Environmental factors controlling the precipitation of Cu-bearing hydrotalcite-like compounds from mine waters. The case of the "Eve verda" spring (Aosta Valley, Italy)
Tumiati, Simone; Godard, Gaston; Masciocchi, Norberto; Martin, Silvana; Monticelli, Damiano
published: Mar 7, 2008
ArtNo. ESP147052001005, Price: 29.00 €
In the Cu-Fe-sulphide mining district of Servette-Chuc (Saint-Marcel, Aosta Valley, Italy), a streambed called Eve Verda and covered with a colloidal blue-green precipitate has been known since the 18th century. X-ray and chemical analyses reveal that the precipitate is a mixture of a nanocrystalline Cu-Al-sulphate hydrotalcite-like compound close to hydrowoodwardite (Cu1−xAlx[SO4]x/2[OH]2·mH2O) (49 ± 10 vol.%), and amorphous Al and Si oxyhydroxides. The Al/(Al + Cu) ratio of hydrowoodwardite (i.e., x) ranges between 0.10 and 0.30 with a mean value of 0.17 ± 0.04. The average formula may be expressed as follows: Cu0.81Zn0.02Al0.17(SO4)0.08(OH)2·1.10 H2O.In order to construct phase diagrams, we estimated the thermodynamic properties of the hydrowoodwardite solid solution starting from calorimetric measurements available in the literature, i.e., those for Mg, Co, Ni and Zn hydrotalcites.
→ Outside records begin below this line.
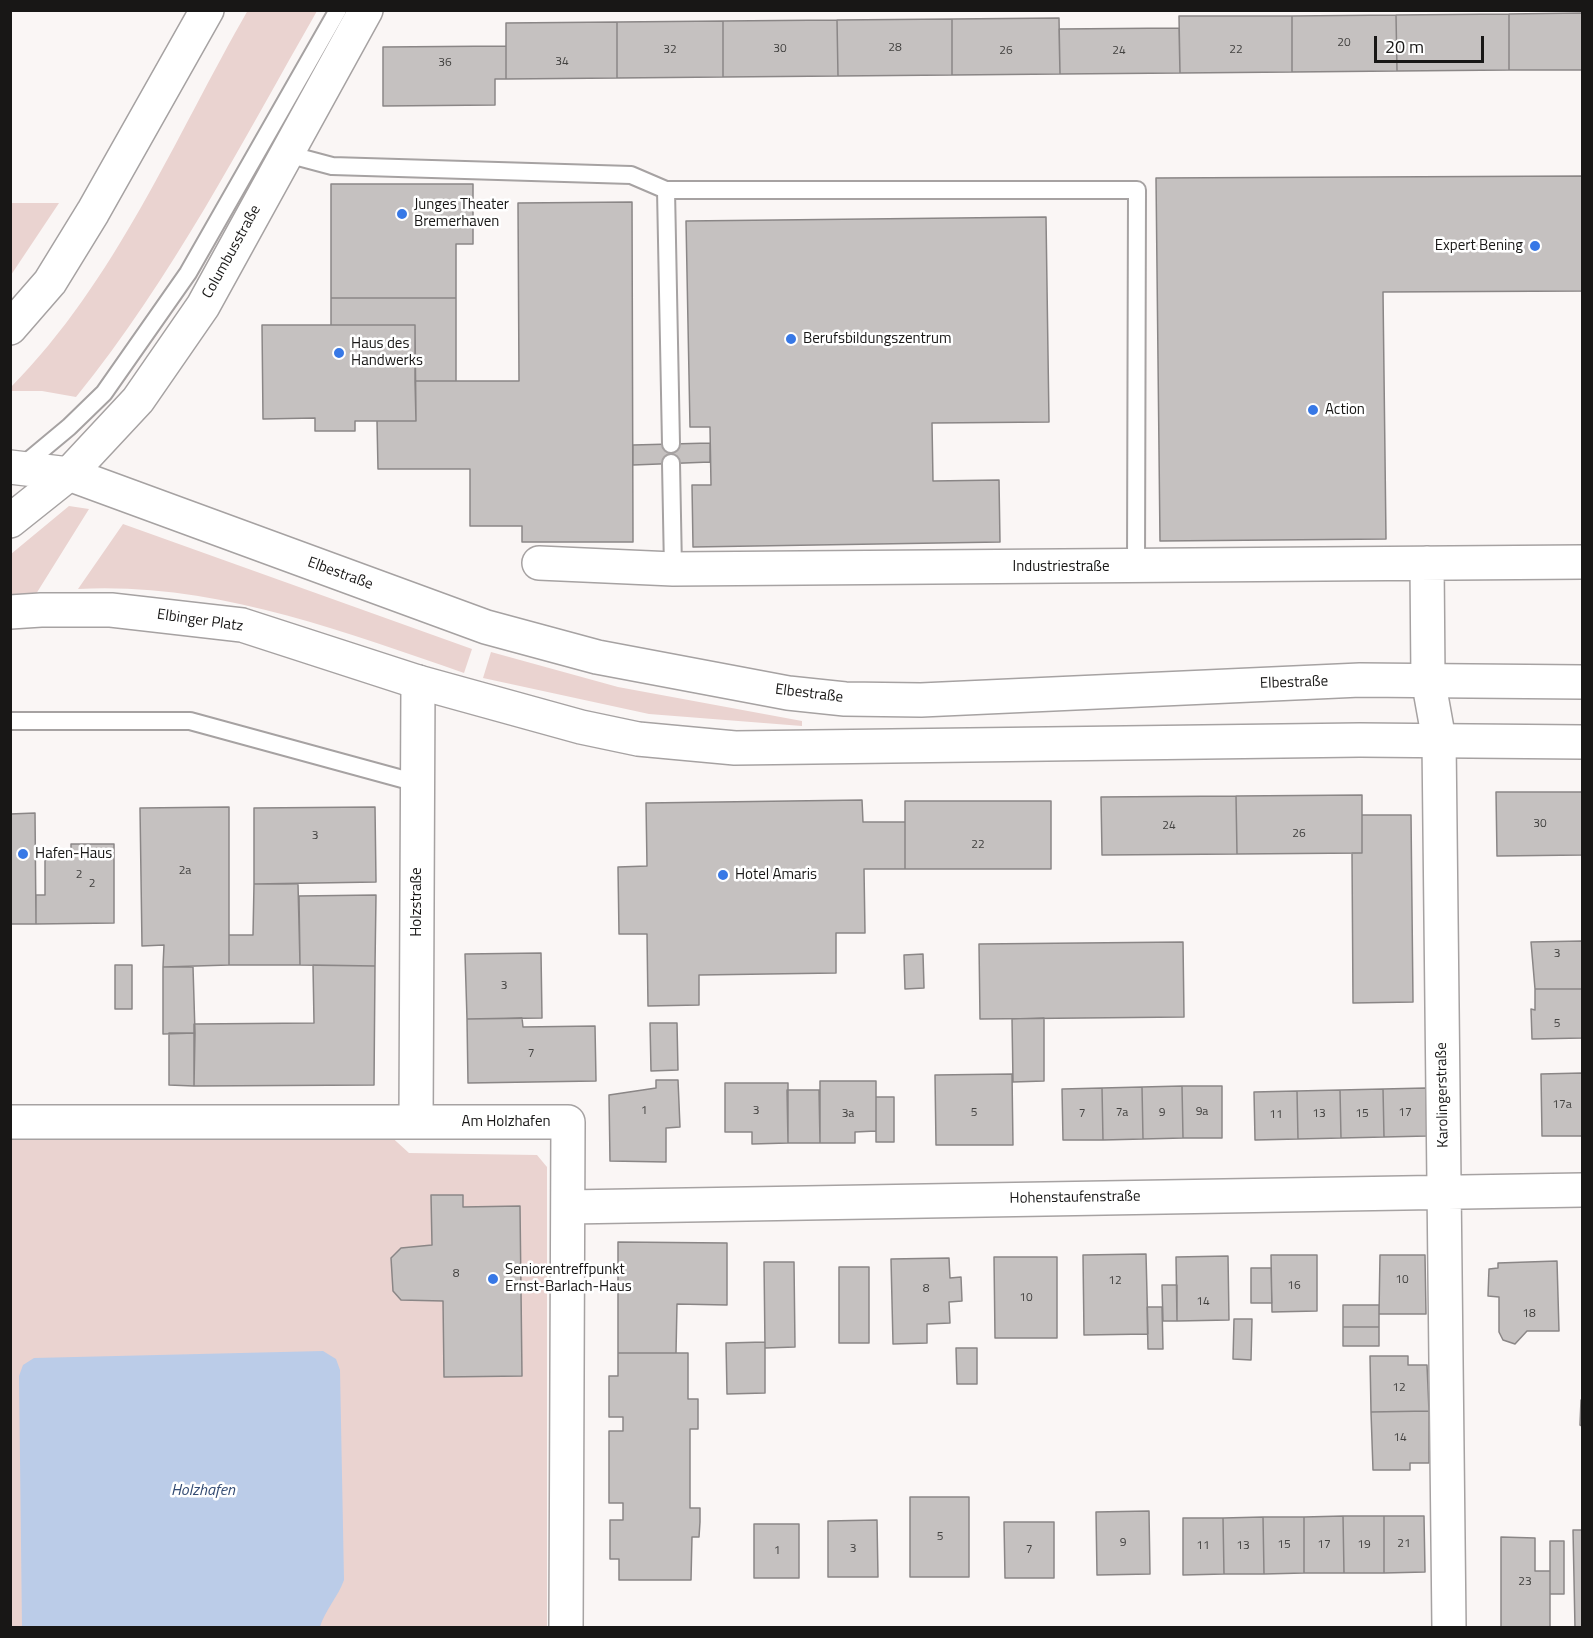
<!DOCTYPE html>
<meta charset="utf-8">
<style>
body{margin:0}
#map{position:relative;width:1593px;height:1638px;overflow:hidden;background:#faf6f5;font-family:"Titillium Web",sans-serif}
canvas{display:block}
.frame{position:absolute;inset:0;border:12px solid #181716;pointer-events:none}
.scale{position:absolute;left:1374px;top:36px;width:110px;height:27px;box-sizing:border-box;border:3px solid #181716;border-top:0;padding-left:8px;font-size:18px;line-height:21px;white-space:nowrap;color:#181716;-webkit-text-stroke:4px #fff;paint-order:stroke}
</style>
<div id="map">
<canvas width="1593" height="1638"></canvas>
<div class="frame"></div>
<div class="scale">20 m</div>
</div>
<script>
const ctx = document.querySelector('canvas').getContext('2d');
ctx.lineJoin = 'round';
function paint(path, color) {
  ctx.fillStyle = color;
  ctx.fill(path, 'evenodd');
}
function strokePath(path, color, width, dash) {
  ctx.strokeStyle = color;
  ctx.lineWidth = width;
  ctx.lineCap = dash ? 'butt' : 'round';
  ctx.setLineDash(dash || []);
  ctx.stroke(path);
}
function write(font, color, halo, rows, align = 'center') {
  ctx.font = font + ' "Titillium Web",sans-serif';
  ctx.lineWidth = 5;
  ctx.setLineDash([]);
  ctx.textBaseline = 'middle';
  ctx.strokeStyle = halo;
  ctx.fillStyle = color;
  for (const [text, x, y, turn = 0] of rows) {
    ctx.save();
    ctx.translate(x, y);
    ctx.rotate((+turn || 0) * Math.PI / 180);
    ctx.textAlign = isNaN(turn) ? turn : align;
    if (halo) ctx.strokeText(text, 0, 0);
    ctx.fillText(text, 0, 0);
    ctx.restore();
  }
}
paint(new Path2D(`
 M248 10 317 11C242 142 172 279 76 397L42 391H11V387C116 281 174 139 248 10Z
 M11 203H59L11 275 10 203Z
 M69 506 89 509 36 594 11 598V554Z
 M123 524 472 649 464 673C339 630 212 582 78 589Z
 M491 652 618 687 802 721V726L649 714 483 678Z
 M386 1132 409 1153 537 1155 547 1167V1627H11L10 1137Z`), '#ead3d0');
paint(new Path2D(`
 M323 1351 336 1359 340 1370 344 1580C338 1597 325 1610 320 1627H22L19 1376 23 1365 34 1358Z`), '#bbcce8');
const building = new Path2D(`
 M1582 13V70H1509V14Z
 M1509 14V70L1397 71 1396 15Z
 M1396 15 1397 71 1292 72V16Z
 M1179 16H1292V72L1180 73Z
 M1059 18 1060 74 952 75V19Z
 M952 19V75L838 76 837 20Z
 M837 20 838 76 723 77V21Z
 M723 21V77L617 78V22Z
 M617 22V78L506 79V23Z
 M1179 28 1180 73 1060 74 1059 29Z
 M506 46V79H495V105L383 106V47Z
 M1582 176V291L1383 292 1386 539 1160 541 1156 178Z
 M331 184H473V244H456V298H331Z
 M632 202 633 542H522V526H470V469H378L377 421H416L415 381H519L518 203Z
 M1046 217 1049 422 932 423 933 481 999 480 1000 542 693 547 692 485H711L710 427H690L686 221Z
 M331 298H456V381H415V325H331Z
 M262 325H415L416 421H355V431H315V418L263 419Z
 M710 443V462L633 465V445Z
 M1496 792H1582V855L1497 856Z
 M1362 795V853L1237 854 1236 796Z
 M1236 796 1237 854 1102 855 1101 797Z
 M862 800 863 822H905V869H864L865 933H836V973L699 975V1005L648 1006 647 934H619L618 867 647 866 646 803Z
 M905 801H1051V869H905Z
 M229 807V965L163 967 164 945 142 946 140 808Z
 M375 807 376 882 254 884V808Z
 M35 813 36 924H10V814Z
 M1362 815H1411L1413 1002 1353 1003 1352 853H1362Z
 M71 844H114V923L36 924V895H45V855H71Z
 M254 884H298L300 965H229V935H253Z
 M376 895 375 966 300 965 299 896Z
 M1582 941V989H1535L1531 942Z
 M1183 942 1184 1017 980 1019 979 944Z
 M541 953 542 1018 467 1019 465 954Z
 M923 954 924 988 905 989 904 955Z
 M115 965H132V1009H115Z
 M313 965 375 966 374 1085 194 1086V1024L314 1023Z
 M163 967H193L195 1033 163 1034Z
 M1535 989H1582V1038L1532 1039 1531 1009 1535 1010Z
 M522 1018 523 1027 595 1026 596 1081 468 1083 467 1019Z
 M1044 1018V1081L1013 1082 1012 1019Z
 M650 1023H677L678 1070 651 1071Z
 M169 1033H195L194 1086 169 1085Z
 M1582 1073V1136H1542L1541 1074Z
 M1012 1074 1013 1145H936L935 1075Z
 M656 1080H678L680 1127 666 1128V1162L610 1161 609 1095 656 1088Z
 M820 1081H876V1131L855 1132V1143H820Z
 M725 1083H788V1143L752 1144V1132H725Z
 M1182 1086 1183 1138 1143 1139 1142 1087Z
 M1182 1086H1222V1138H1183Z
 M1142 1087 1143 1139 1103 1140 1102 1088Z
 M1102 1088 1103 1140H1063L1062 1089Z
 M1426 1088 1427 1136 1384 1137 1383 1089Z
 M1383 1089 1384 1137 1341 1138 1340 1090Z
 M787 1090H819L820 1143H788Z
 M1340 1090 1341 1138 1298 1139 1297 1091Z
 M1297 1091 1298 1139 1255 1140 1254 1092Z
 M876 1097H894V1142H876Z
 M431 1195H463V1207L520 1206 522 1376 444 1377 443 1301 401 1300 393 1291 391 1258 401 1248 432 1245Z
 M618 1242 727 1243V1305L677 1304 676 1353H618Z
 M1146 1254 1148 1334 1084 1335 1083 1255Z
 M1271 1255H1317V1311L1272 1312Z
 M1380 1255H1425L1426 1314H1379Z
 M1228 1256 1229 1320 1177 1321 1176 1257Z
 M994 1257H1057V1338H995Z
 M949 1258 950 1278 961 1277 962 1301 949 1302 950 1323 927 1324V1343L893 1344 891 1259Z
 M1557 1261 1559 1331H1527L1515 1344 1503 1340 1499 1332V1297L1488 1296 1489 1269 1498 1268V1263Z
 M764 1262H794L795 1347 765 1348Z
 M839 1267H869V1343H839Z
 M1251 1268H1271L1272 1303H1251Z
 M1162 1285H1177V1321H1163Z
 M1343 1305H1379V1327H1343Z
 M1147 1307H1162L1163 1349H1148Z
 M1234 1319H1252L1251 1360 1233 1359Z
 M1343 1327H1379V1346H1343Z
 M765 1342V1393L727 1394 726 1343Z
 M956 1348H977V1384H957Z
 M618 1353H688V1399H698V1429H690V1508H700V1522L699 1537H692L691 1580H619V1559H610V1520H623V1503H609V1431H623V1417H609V1376H618Z
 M1370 1356H1408V1365H1427L1429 1411 1371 1412Z
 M1581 1400H1582V1426L1580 1425Z
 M1429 1411V1463H1410V1470H1373L1371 1412Z
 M910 1497H969V1577H910Z
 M1149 1511 1150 1574 1097 1575 1096 1512Z
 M1343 1516 1344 1573H1304V1517Z
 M1343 1516H1384V1573H1344Z
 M1384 1516H1424L1425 1572 1384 1573Z
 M1263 1517 1264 1574H1224L1223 1518Z
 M1263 1517H1304V1573L1264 1574Z
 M1183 1518H1223L1224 1574 1183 1575Z
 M877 1520 878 1577H828V1521Z
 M1004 1522H1054V1578H1005Z
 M754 1524H799V1578H754Z
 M1573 1530H1582V1628H1575Z
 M1501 1537 1535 1538V1571H1550V1628H1501Z
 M1550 1541H1564V1594H1550Z`);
paint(building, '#c5c1c0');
strokePath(building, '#8a8686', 1.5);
const lane = new Path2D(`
 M287 154 332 166 631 175 666 190H1137L1136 566
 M666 190 671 444
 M671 463 673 569
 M21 467 69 427 104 393 188 273 338 10
 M10 721H190L417 783`);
const street = new Path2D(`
 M539 563 673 569 1582 562
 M1427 563 1428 679 1439 740 1449 1628
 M10 1122H568L566 1628
 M416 1122 418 682
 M568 1207 1582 1190`);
const primary = new Path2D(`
 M10 328 50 282 93 212 207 10
 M10 467 69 474 486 627 597 657 788 693 845 699 921 700 1360 680 1582 682
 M10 521 69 474 138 400 203 306 366 10
 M10 612 41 610H111L242 625 418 682 581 727 638 739 735 748 1360 740 1582 742`);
strokePath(lane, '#a6a2a2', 20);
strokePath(street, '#a6a2a2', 36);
strokePath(primary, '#a6a2a2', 36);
strokePath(lane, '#fff', 16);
strokePath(street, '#fff', 33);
strokePath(primary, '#fff', 33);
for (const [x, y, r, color] of [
 [402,214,6,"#3778e6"],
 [1535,246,6,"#3778e6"],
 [791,339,6,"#3778e6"],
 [339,353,6,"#3778e6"],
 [1313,410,6,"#3778e6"],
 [23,854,6,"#3778e6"],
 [723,875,6,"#3778e6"],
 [493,1279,6,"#3778e6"]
]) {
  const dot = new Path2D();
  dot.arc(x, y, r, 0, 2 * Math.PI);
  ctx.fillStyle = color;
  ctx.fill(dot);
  strokePath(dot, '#fff', 2);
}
write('12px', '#434240', null, [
 ["20",1344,43],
 ["28",895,48],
 ["30",780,49],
 ["32",670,50],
 ["22",1236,50],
 ["26",1006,51],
 ["24",1119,51],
 ["34",562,62],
 ["36",445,63],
 ["30",1540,824],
 ["24",1169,826],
 ["26",1299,834],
 ["3",315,836],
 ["22",978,845],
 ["2a",185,871],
 ["2",79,875],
 ["2",92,884],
 ["3",1557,954],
 ["3",504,986],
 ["5",1557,1024],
 ["7",531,1054],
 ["17a",1562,1105],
 ["1",644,1111],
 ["3",756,1111],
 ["9a",1202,1112],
 ["5",974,1113],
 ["7a",1122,1113],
 ["9",1162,1113],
 ["17",1405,1113],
 ["3a",848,1114],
 ["7",1082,1114],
 ["13",1319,1114],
 ["15",1362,1114],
 ["11",1276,1115],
 ["8",456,1274],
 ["10",1402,1280],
 ["12",1115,1281],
 ["16",1294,1286],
 ["8",926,1289],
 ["10",1026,1298],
 ["14",1203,1302],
 ["18",1529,1314],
 ["12",1399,1388],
 ["14",1400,1438],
 ["5",940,1537],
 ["9",1123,1543],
 ["21",1404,1544],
 ["15",1284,1545],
 ["17",1324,1545],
 ["19",1364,1545],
 ["11",1203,1546],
 ["13",1243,1546],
 ["3",853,1549],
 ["7",1029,1550],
 ["1",777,1551],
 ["23",1525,1582]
]);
write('15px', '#181716', '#fff', [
 ["Junges Theater",414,205],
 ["Bremerhaven",414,222],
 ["Expert Bening",1523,246,"right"],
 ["Berufsbildungszentrum",803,339],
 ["Haus des",351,344],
 ["Handwerks",351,361],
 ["Action",1325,410],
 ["Hafen-Haus",35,854],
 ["Hotel Amaris",735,875],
 ["Seniorentreffpunkt",505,1270],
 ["Ernst-Barlach-Haus",505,1287]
], 'left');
write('15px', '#181716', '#fff', [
 ["Columbusstraße",232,252,-61],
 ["Industriestraße",1061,567],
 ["Elbestraße",340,574,20],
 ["Elbinger Platz",200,621,8],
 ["Elbestraße",1294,683,-2],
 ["Elbestraße",809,694,7],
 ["Holzstraße",417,902,-90],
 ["Karolingerstraße",1443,1095,-91],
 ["Am Holzhafen",506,1122],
 ["Hohenstaufenstraße",1075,1198,-1]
]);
write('italic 16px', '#334b73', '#fff', [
 ["Holzhafen",203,1491]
]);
</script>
At least for x < 0.35, hydrowoodwardite may be treated either as an ideal or as a non-ideal solid solution between the two end-members cu(oh)2 (spertiniite) and Al(SO4)0.5(OH)2 (aluminite). For x = 1/3 (i.e., woodwardite sensu stricto following IMA nomenclature) and m = 0, the ideal solid solution model provided a Gibbs free energy of formation (ΔG0f) of −684.4 kJ/mol and an enthalpy of formation (ΔH0f) of −795.0 kJ/mol, while the non-ideal solution model yielded ΔG0f = −658.6 kJ/mol and ΔG0f = −767.5 kJ/mol. The estimated data agree well with the solubility measurements reported for hydrotalcites.Since hydrowoodwardite precipitates where mineralised, acidic waters from an ephemeral stream are mixing with alkaline, diluted waters of a perennial spring, we calculated pH-Xw pseudosections (i.e., isochemical phase diagrams), where Xw is the molar proportion of the two mixing waters. The thermodynamic modelling indicates that the formation of hydrowoodwardite is related to a geochemical barrier represented by the perennial spring waters. It also demonstrates that the composition of hydrowoodwardite (i.e., x) is mainly a function of pH, while the modal composition of the precipitate depends instead on Xw. This explains the variations observed in the precipitate composition at Eve Verda.